The agent never sees the bridged token; it is minted, used, and discarded inside BR's request lifecycle.

6. Error responses

MCP servers rejecting a bridged token MUST return HTTP 401 or 403 with a body conforming to BrainstormRouter's ErrorEnvelope schema (forthcoming spec):

{
  "error": {
    "type": "insufficient_permissions",
    "message": "Token scope does not include tool:br_memory_query",
    "code": "scope_insufficient"
  },
  "recovery": {
    "action": "escalate",
    "endpoint": "POST /v1/rbac/request",
    "method": "POST",
    "message": "Request elevated scope from your operator"
  }
}

The recovery.action enum is defined in the ErrorEnvelope spec. Agents consume recovery.action as a typed control-flow primitive — string parsing is non-conforming.

7. Reference implementations

LanguageRepositoryLicense
TypeScript@brainstormrouter/trust-envelope on npmMIT
Pythonbrainstormrouter-trust-envelope on PyPIMIT
Gogithub.com/brainstormrouter/trust-envelope-goMIT

Each reference implementation MUST pass the conformance test vectors at specs/mcp-oauth-bridge-v1-test-vectors.json (forthcoming).
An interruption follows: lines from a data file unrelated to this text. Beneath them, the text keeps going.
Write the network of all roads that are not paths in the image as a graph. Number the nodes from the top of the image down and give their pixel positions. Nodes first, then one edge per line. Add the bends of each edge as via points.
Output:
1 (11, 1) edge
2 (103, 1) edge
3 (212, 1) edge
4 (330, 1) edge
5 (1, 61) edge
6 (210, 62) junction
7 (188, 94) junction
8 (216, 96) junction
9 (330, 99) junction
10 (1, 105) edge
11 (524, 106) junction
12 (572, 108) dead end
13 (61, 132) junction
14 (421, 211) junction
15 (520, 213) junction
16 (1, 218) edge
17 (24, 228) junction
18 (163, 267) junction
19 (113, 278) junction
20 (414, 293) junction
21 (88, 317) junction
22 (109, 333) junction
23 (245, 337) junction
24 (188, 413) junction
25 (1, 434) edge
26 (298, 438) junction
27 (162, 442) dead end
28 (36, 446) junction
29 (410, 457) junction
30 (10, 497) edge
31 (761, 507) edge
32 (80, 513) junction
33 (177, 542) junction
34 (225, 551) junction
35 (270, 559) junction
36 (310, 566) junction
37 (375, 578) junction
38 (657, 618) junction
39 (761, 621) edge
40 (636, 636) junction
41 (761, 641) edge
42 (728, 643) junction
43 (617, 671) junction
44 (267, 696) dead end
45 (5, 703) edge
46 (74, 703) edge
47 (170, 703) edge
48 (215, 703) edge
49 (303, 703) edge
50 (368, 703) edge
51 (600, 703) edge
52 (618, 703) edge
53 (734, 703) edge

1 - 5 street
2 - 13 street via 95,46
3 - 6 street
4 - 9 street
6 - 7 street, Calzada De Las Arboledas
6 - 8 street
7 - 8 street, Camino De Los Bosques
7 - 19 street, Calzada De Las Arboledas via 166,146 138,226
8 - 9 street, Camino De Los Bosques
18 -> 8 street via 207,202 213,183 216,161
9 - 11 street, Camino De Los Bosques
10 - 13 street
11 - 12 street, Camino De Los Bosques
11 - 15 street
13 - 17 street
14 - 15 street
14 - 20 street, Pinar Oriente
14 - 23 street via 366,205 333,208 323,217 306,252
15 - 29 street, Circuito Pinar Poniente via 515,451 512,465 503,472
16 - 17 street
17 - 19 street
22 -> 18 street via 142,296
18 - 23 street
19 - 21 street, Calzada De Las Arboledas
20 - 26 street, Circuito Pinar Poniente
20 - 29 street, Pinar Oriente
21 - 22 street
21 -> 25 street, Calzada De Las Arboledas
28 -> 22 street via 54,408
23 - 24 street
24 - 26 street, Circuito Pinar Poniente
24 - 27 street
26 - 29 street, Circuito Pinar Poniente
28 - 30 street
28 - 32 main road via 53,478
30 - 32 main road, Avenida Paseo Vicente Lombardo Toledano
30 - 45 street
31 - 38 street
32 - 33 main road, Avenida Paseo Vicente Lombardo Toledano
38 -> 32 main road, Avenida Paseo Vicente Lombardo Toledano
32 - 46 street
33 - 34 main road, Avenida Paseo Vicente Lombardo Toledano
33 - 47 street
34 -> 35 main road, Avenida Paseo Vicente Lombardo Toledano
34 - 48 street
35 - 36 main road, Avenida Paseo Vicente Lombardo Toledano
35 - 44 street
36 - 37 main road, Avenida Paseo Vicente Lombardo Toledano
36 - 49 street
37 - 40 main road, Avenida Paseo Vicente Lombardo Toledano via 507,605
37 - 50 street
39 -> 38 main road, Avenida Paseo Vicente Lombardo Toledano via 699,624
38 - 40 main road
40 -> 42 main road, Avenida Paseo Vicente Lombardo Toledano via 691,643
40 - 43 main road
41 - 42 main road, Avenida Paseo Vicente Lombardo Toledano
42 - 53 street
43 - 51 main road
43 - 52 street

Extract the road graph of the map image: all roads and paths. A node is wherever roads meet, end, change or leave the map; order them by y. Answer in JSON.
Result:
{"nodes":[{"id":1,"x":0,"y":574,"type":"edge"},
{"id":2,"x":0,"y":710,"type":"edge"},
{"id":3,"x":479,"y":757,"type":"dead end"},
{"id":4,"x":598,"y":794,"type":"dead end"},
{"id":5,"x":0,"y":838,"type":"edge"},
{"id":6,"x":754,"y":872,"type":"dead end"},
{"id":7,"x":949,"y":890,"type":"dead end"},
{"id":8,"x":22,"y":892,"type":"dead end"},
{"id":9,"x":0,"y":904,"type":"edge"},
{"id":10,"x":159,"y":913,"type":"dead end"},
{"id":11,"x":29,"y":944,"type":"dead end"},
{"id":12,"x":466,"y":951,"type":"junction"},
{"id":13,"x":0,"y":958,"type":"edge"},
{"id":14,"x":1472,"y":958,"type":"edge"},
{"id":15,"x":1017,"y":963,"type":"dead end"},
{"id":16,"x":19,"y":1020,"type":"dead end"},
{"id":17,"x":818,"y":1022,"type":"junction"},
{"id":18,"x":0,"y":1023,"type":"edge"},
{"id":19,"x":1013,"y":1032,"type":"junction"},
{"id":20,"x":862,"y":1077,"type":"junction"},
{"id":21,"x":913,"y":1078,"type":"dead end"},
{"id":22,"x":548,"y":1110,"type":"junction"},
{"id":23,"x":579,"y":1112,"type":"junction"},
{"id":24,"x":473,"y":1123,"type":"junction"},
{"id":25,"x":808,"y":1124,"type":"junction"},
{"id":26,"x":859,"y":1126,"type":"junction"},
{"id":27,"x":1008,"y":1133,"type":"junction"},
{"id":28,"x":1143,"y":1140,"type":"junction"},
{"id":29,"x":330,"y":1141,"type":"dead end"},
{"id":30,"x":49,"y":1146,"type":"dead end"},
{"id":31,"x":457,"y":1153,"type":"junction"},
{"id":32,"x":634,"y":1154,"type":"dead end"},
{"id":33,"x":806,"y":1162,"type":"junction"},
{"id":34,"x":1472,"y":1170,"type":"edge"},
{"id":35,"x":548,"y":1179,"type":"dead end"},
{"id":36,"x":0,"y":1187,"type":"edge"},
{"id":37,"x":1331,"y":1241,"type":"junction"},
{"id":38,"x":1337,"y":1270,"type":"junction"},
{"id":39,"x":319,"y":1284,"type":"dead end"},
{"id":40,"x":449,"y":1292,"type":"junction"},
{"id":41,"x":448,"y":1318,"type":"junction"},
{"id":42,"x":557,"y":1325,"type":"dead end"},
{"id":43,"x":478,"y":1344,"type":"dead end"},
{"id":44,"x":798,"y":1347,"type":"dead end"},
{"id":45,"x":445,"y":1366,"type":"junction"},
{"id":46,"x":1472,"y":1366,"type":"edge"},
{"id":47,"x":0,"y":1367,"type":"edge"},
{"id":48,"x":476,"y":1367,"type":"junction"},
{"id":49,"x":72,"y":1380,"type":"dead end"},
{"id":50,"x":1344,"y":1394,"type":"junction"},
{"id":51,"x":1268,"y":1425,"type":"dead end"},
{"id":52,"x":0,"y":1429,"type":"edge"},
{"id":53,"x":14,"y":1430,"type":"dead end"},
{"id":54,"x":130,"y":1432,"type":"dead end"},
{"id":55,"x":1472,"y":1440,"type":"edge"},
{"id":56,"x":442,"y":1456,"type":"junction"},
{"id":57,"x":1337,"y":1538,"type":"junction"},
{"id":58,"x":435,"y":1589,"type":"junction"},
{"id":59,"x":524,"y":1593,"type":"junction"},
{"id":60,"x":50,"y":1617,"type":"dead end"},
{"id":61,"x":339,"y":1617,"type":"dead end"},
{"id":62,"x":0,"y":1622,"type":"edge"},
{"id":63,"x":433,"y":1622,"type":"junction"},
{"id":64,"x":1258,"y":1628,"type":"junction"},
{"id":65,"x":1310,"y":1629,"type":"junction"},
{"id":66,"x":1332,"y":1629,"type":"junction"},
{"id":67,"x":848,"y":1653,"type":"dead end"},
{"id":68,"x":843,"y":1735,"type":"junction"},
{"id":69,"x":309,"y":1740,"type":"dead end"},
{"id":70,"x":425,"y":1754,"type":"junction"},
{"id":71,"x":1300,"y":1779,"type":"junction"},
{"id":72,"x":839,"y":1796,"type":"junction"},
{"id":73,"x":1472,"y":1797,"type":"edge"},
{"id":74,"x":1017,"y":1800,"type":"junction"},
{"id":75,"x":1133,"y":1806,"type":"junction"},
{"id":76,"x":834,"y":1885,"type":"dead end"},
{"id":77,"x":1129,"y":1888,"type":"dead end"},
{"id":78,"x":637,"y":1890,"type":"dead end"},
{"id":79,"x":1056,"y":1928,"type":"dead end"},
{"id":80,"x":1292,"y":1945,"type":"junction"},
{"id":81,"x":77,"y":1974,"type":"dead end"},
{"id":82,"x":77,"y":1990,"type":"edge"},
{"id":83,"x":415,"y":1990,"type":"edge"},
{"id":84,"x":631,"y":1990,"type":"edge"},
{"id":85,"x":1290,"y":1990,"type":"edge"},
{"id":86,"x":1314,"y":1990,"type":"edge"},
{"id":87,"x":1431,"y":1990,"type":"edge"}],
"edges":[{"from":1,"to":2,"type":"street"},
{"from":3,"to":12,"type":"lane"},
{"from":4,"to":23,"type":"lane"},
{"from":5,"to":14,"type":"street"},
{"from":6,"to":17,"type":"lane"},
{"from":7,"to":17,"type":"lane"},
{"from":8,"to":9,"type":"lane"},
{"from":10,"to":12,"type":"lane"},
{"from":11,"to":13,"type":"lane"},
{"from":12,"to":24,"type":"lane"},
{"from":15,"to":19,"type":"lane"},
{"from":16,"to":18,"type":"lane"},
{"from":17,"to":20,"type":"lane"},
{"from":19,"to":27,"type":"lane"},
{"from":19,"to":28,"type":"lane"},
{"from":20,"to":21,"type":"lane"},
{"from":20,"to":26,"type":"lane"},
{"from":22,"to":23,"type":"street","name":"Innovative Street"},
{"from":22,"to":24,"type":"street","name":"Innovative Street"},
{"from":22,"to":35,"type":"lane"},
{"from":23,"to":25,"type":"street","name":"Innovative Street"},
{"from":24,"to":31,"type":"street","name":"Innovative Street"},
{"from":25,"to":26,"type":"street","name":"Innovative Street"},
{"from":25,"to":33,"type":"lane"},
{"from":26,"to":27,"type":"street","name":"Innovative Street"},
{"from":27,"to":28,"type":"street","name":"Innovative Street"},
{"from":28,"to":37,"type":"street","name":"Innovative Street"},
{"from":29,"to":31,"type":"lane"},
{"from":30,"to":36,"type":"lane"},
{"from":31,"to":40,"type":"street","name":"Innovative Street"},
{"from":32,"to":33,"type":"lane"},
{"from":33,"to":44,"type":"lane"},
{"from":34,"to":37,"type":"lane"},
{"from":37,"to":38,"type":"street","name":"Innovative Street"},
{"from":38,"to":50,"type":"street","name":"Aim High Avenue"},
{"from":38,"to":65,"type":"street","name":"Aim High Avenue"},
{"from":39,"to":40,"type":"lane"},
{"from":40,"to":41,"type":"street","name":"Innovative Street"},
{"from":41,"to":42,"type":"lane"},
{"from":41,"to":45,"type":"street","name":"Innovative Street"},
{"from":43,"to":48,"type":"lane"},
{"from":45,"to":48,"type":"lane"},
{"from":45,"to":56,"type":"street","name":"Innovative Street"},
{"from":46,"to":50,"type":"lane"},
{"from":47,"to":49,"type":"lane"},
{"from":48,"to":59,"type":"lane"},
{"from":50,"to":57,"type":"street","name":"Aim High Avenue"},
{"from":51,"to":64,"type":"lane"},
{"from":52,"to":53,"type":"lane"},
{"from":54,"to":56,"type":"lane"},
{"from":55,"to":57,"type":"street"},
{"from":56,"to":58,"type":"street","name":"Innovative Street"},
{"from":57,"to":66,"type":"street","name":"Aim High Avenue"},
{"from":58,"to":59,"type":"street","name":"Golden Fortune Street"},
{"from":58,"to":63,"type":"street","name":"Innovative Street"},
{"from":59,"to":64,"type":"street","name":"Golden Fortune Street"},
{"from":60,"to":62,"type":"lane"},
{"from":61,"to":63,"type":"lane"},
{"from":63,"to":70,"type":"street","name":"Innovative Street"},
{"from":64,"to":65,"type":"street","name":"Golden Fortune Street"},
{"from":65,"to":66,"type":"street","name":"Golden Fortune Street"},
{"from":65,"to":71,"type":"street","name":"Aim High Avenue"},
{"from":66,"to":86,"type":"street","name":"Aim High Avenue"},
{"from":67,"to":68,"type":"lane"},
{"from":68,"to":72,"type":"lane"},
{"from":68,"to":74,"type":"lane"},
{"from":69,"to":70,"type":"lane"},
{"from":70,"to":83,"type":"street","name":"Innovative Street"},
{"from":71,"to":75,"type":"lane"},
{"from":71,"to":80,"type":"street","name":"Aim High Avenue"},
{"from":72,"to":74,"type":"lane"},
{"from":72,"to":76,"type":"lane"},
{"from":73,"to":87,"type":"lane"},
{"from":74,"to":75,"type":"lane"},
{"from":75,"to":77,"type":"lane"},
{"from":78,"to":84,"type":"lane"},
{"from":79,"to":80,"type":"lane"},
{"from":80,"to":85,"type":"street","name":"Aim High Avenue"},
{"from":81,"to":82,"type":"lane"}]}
8. Security considerations

  • Token replay: the 5-minute exp limit + per-request jti make replay attacks impractical. MCP servers SHOULD maintain a short-lived jti cache (5 min TTL) to reject duplicates.
  • Key rotation: BR rotates envelope signing keys via the standard JWKS rollover. MCP servers MUST refresh JWKS at least every 24 hours.
  • Audience confusion: a token issued for MCP server A MUST NOT be accepted by MCP server B. The aud check is strict equality.
  • Scope confusion: tools added to br_scope.tools[] AFTER token issuance do NOT retroactively grant access. The token's scope is the authoritative allowlist for its lifetime.
  • Budget claims are advisory: br_budget_remaining lets a tool server pre-flight an expensive operation, but the authoritative budget check is still BR's atomic Redis reserve. Tool servers MUST NOT rely on br_budget_remaining as the sole spend control.

9. Versioning

This specification follows semantic versioning:

  • Major (v2, v3, ...) — breaking claim renames, format changes, or removal
  • Minor (v1.1, v1.2) — new optional claims, new resource metadata fields
  • Patch (v1.0.1) — clarifications, typo fixes, additional test vectors

The current version is v1.0.0-draft-1. v1.0.0 final ships once at least two reference implementations pass the conformance vectors and one third-party MCP server has validated against the spec.

10. References

Changelog

  • 2026-05-16 — Draft 1 published. Maps the 6 br_* Trust Envelope claims to OAuth 2.1 protected resource metadata. Specifies the 5-minute token lifetime, deny-by-default resource[] semantics, and ErrorEnvelope-shaped 401/403 responses.